START RECORDS PROVIDED

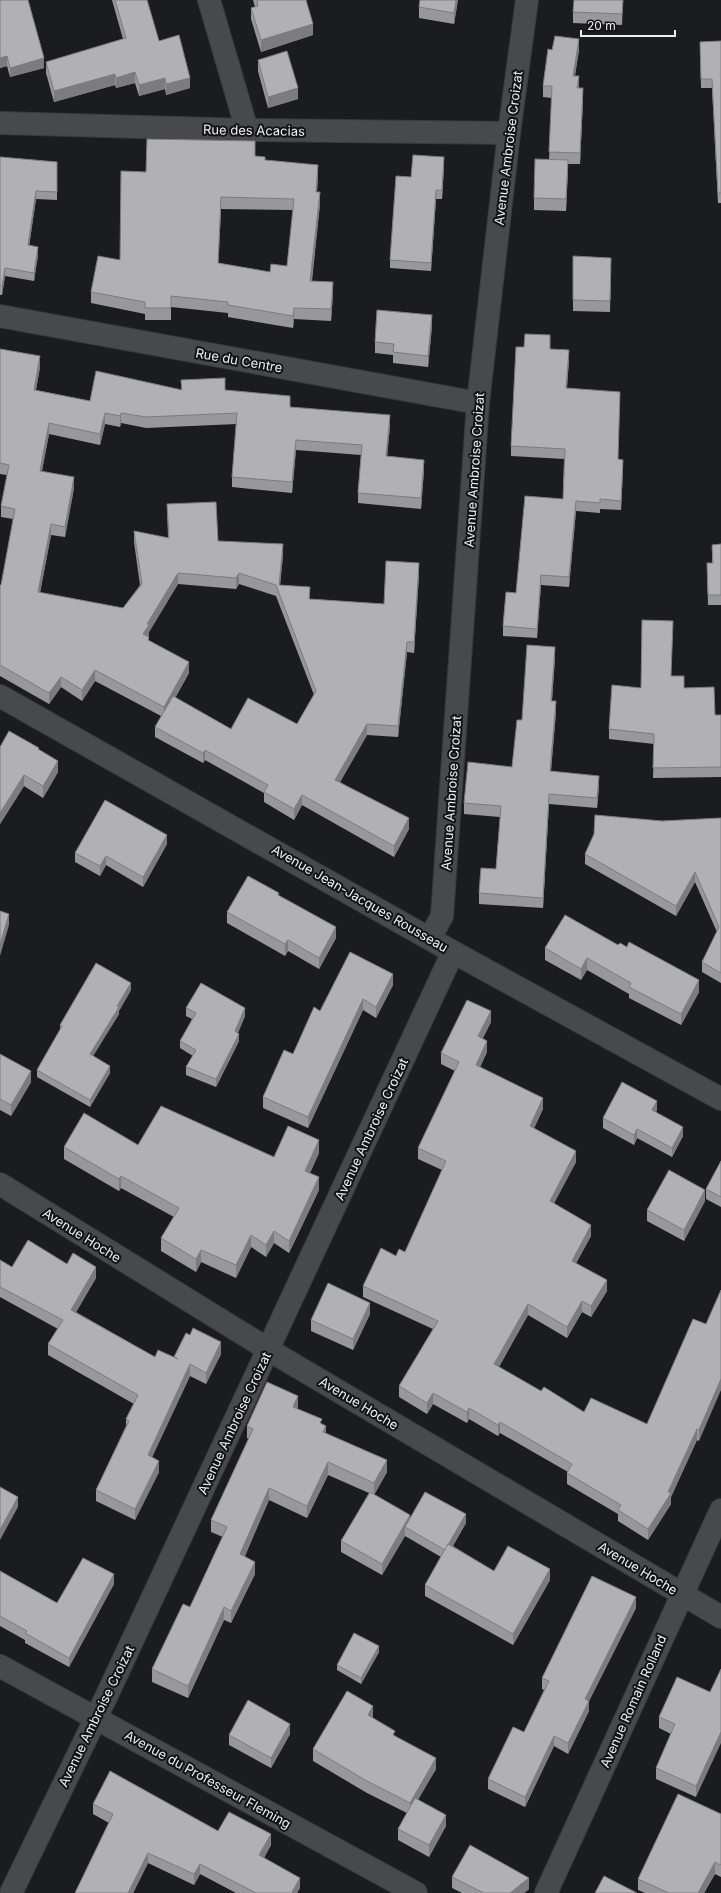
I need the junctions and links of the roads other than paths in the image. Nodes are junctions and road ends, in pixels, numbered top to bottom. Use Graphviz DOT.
graph roads {
  1 [pos="208,0"];
  2 [pos="527,0"];
  3 [pos="0,123"];
  4 [pos="247,130"];
  5 [pos="509,133"];
  6 [pos="0,316"];
  7 [pos="478,403"];
  8 [pos="0,696"];
  9 [pos="430,938"];
  10 [pos="453,952"];
  11 [pos="721,1099"];
  12 [pos="0,1184"];
  13 [pos="268,1349"];
  14 [pos="721,1510"];
  15 [pos="682,1594"];
  16 [pos="721,1617"];
  17 [pos="0,1666"];
  18 [pos="96,1718"];
  19 [pos="11,1893"];
  20 [pos="416,1893"];
  21 [pos="546,1893"];
  1 -- 4 [label="street"];
  2 -- 5 [label="street, Avenue Ambroise Croizat"];
  3 -- 4 [label="street, Rue des Acacias"];
  4 -- 5 [label="street, Rue des Acacias"];
  5 -- 7 [label="street, Avenue Ambroise Croizat"];
  6 -- 7 [label="street, Rue du Centre"];
  7 -- 9 [label="street, Avenue Ambroise Croizat"];
  8 -- 9 [label="street, Avenue Jean-Jacques Rousseau"];
  9 -- 10 [label="street, Avenue Jean-Jacques Rousseau"];
  10 -- 11 [label="street, Avenue Jean-Jacques Rousseau"];
  10 -- 13 [label="street, Avenue Ambroise Croizat"];
  12 -- 13 [label="street, Avenue Hoche"];
  13 -- 15 [label="street, Avenue Hoche"];
  13 -- 18 [label="street, Avenue Ambroise Croizat"];
  14 -- 15 [label="street, Avenue Romain Rolland"];
  15 -- 16 [label="street, Avenue Hoche"];
  15 -- 21 [label="street, Avenue Romain Rolland"];
  17 -- 18 [label="street, Avenue du Professeur Fleming"];
  18 -- 19 [label="street, Avenue Ambroise Croizat"];
  18 -- 20 [label="street, Avenue du Professeur Fleming"];
}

END RECORDS PROVIDED

*TASK PROMPT*. Once the pictures are set aside, output the whole listing exactly.

*RESULT OF THIS EXERCISE*.
I need the junctions and links of the roads other than paths in the image. Nodes are junctions and road ends, in pixels, numbered top to bottom. Use Graphviz DOT.
graph roads {
  1 [pos="208,0"];
  2 [pos="527,0"];
  3 [pos="0,123"];
  4 [pos="247,130"];
  5 [pos="509,133"];
  6 [pos="0,316"];
  7 [pos="478,403"];
  8 [pos="0,696"];
  9 [pos="430,938"];
  10 [pos="453,952"];
  11 [pos="721,1099"];
  12 [pos="0,1184"];
  13 [pos="268,1349"];
  14 [pos="721,1510"];
  15 [pos="682,1594"];
  16 [pos="721,1617"];
  17 [pos="0,1666"];
  18 [pos="96,1718"];
  19 [pos="11,1893"];
  20 [pos="416,1893"];
  21 [pos="546,1893"];
  1 -- 4 [label="street"];
  2 -- 5 [label="street, Avenue Ambroise Croizat"];
  3 -- 4 [label="street, Rue des Acacias"];
  4 -- 5 [label="street, Rue des Acacias"];
  5 -- 7 [label="street, Avenue Ambroise Croizat"];
  6 -- 7 [label="street, Rue du Centre"];
  7 -- 9 [label="street, Avenue Ambroise Croizat"];
  8 -- 9 [label="street, Avenue Jean-Jacques Rousseau"];
  9 -- 10 [label="street, Avenue Jean-Jacques Rousseau"];
  10 -- 11 [label="street, Avenue Jean-Jacques Rousseau"];
  10 -- 13 [label="street, Avenue Ambroise Croizat"];
  12 -- 13 [label="street, Avenue Hoche"];
  13 -- 15 [label="street, Avenue Hoche"];
  13 -- 18 [label="street, Avenue Ambroise Croizat"];
  14 -- 15 [label="street, Avenue Romain Rolland"];
  15 -- 16 [label="street, Avenue Hoche"];
  15 -- 21 [label="street, Avenue Romain Rolland"];
  17 -- 18 [label="street, Avenue du Professeur Fleming"];
  18 -- 19 [label="street, Avenue Ambroise Croizat"];
  18 -- 20 [label="street, Avenue du Professeur Fleming"];
}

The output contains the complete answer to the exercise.